━━ RECORDS SHOWN ━━

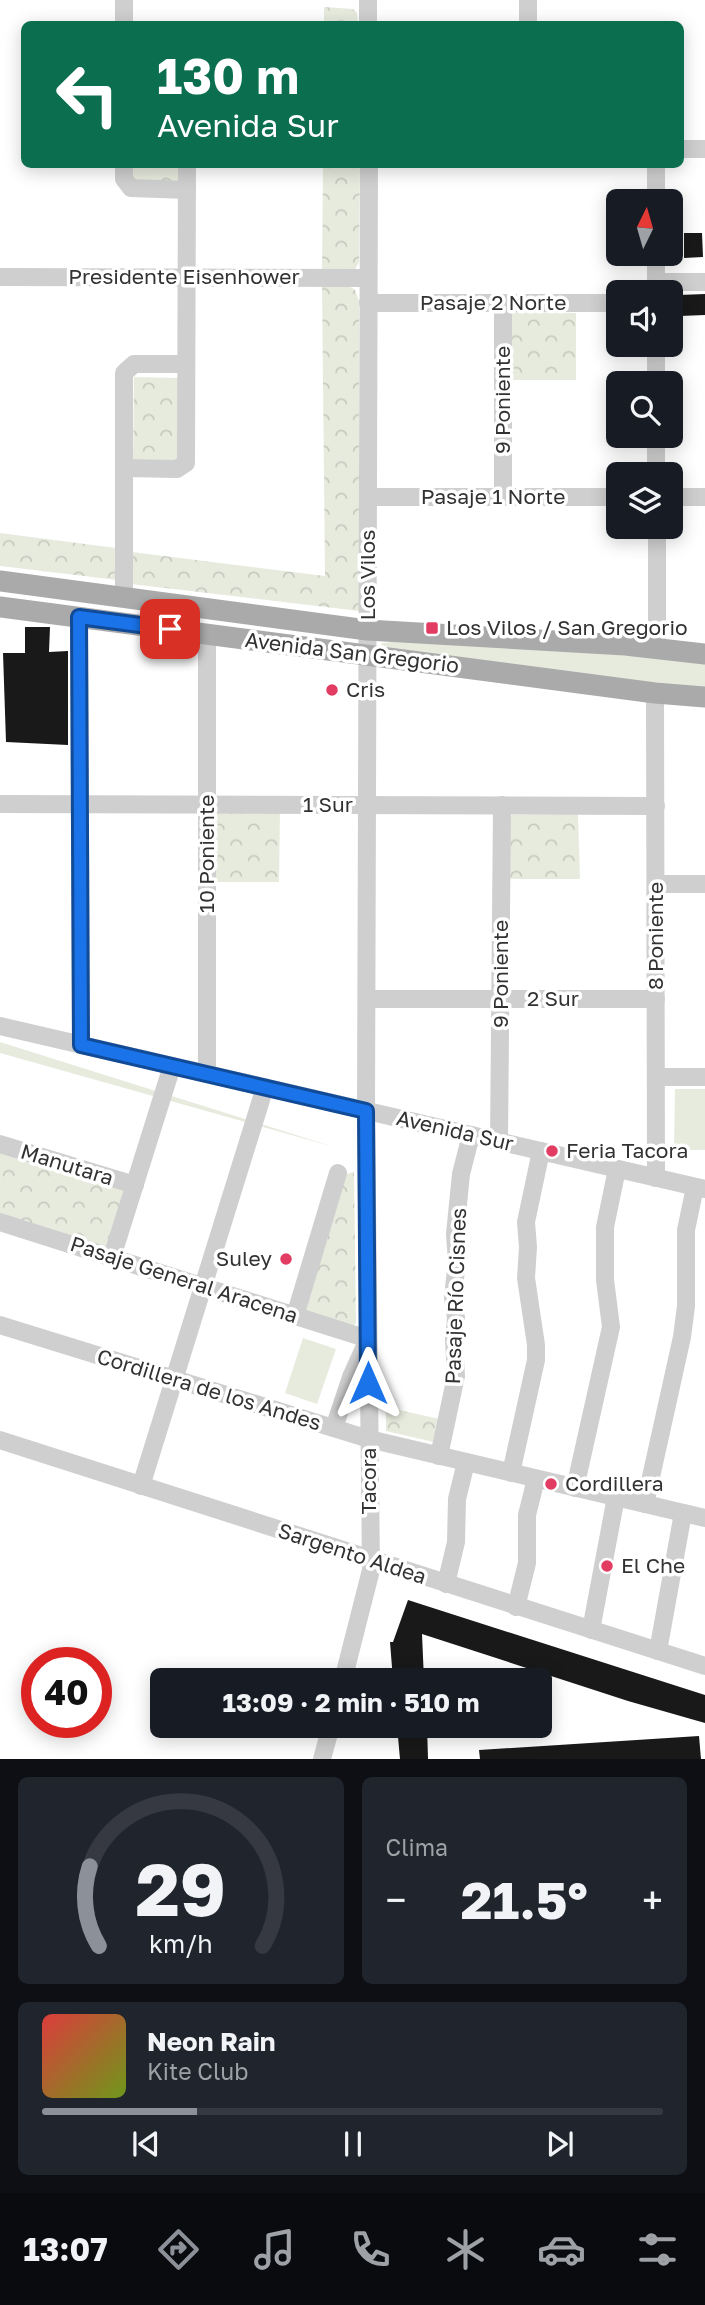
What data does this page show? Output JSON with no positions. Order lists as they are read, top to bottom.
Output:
{
  "streets": {
    "main road": ["Avenida San Gregorio"],
    "street": [
      "Presidente Eisenhower",
      "Pasaje 2 Norte",
      "9 Poniente",
      "Pasaje 1 Norte",
      "Los Vilos",
      "1 Sur",
      "10 Poniente",
      "8 Poniente",
      "2 Sur",
      "Avenida Sur",
      "Manutara",
      "Pasaje General Aracena",
      "Pasaje Río Cisnes",
      "Cordillera de los Andes",
      "Tacora",
      "Sargento Aldea"
    ]
  },
  "crossings": [
    ["Presidente Eisenhower", "Los Vilos"],
    ["Pasaje 2 Norte", "9 Poniente"],
    ["Pasaje 2 Norte", "Los Vilos"],
    ["9 Poniente", "Pasaje 1 Norte"],
    ["9 Poniente", "1 Sur"],
    ["9 Poniente", "2 Sur"],
    ["9 Poniente", "Avenida Sur"],
    ["Pasaje 1 Norte", "Los Vilos"],
    ["Los Vilos", "Avenida San Gregorio"],
    ["Los Vilos", "1 Sur"],
    ["Los Vilos", "2 Sur"],
    ["Los Vilos", "Avenida Sur"],
    ["Los Vilos", "Tacora"],
    ["Avenida San Gregorio", "10 Poniente"],
    ["Avenida San Gregorio", "8 Poniente"],
    ["1 Sur", "10 Poniente"],
    ["1 Sur", "8 Poniente"],
    ["10 Poniente", "Avenida Sur"],
    ["8 Poniente", "2 Sur"],
    ["8 Poniente", "Avenida Sur"],
    ["Avenida Sur", "Pasaje Río Cisnes"],
    ["Avenida Sur", "Tacora"],
    ["Pasaje General Aracena", "Tacora"],
    ["Pasaje Río Cisnes", "Cordillera de los Andes"],
    ["Cordillera de los Andes", "Tacora"],
    ["Tacora", "Sargento Aldea"]
  ],
  "places": {
    "transit": ["Los Vilos / San Gregorio"],
    "other": [
      "Cris",
      "Feria Tacora",
      "Suley",
      "Cordillera",
      "El Che"
    ]
  },
  "north": "top",
  "page": {
    "turn": ["130 m", "Avenida Sur"],
    "limit": "40",
    "trip": "13:09 · 2 min · 510 m",
    "tile": "Clima",
    "heat": ["−", "21.5°", "+"],
    "song": ["Neon Rain", "Kite Club"],
    "tabs": "13:07",
    "gauge": ["29", "km/h"]
  }
}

━━━

TASK REQUIREMENTS:
Copy out the listing above in full and keep the pictures out.

TASK ANSWER:
What data does this page show? Output JSON with no positions. Order lists as they are read, top to bottom.
Output:
{
  "streets": {
    "main road": ["Avenida San Gregorio"],
    "street": [
      "Presidente Eisenhower",
      "Pasaje 2 Norte",
      "9 Poniente",
      "Pasaje 1 Norte",
      "Los Vilos",
      "1 Sur",
      "10 Poniente",
      "8 Poniente",
      "2 Sur",
      "Avenida Sur",
      "Manutara",
      "Pasaje General Aracena",
      "Pasaje Río Cisnes",
      "Cordillera de los Andes",
      "Tacora",
      "Sargento Aldea"
    ]
  },
  "crossings": [
    ["Presidente Eisenhower", "Los Vilos"],
    ["Pasaje 2 Norte", "9 Poniente"],
    ["Pasaje 2 Norte", "Los Vilos"],
    ["9 Poniente", "Pasaje 1 Norte"],
    ["9 Poniente", "1 Sur"],
    ["9 Poniente", "2 Sur"],
    ["9 Poniente", "Avenida Sur"],
    ["Pasaje 1 Norte", "Los Vilos"],
    ["Los Vilos", "Avenida San Gregorio"],
    ["Los Vilos", "1 Sur"],
    ["Los Vilos", "2 Sur"],
    ["Los Vilos", "Avenida Sur"],
    ["Los Vilos", "Tacora"],
    ["Avenida San Gregorio", "10 Poniente"],
    ["Avenida San Gregorio", "8 Poniente"],
    ["1 Sur", "10 Poniente"],
    ["1 Sur", "8 Poniente"],
    ["10 Poniente", "Avenida Sur"],
    ["8 Poniente", "2 Sur"],
    ["8 Poniente", "Avenida Sur"],
    ["Avenida Sur", "Pasaje Río Cisnes"],
    ["Avenida Sur", "Tacora"],
    ["Pasaje General Aracena", "Tacora"],
    ["Pasaje Río Cisnes", "Cordillera de los Andes"],
    ["Cordillera de los Andes", "Tacora"],
    ["Tacora", "Sargento Aldea"]
  ],
  "places": {
    "transit": ["Los Vilos / San Gregorio"],
    "other": [
      "Cris",
      "Feria Tacora",
      "Suley",
      "Cordillera",
      "El Che"
    ]
  },
  "north": "top",
  "page": {
    "turn": ["130 m", "Avenida Sur"],
    "limit": "40",
    "trip": "13:09 · 2 min · 510 m",
    "tile": "Clima",
    "heat": ["−", "21.5°", "+"],
    "song": ["Neon Rain", "Kite Club"],
    "tabs": "13:07",
    "gauge": ["29", "km/h"]
  }
}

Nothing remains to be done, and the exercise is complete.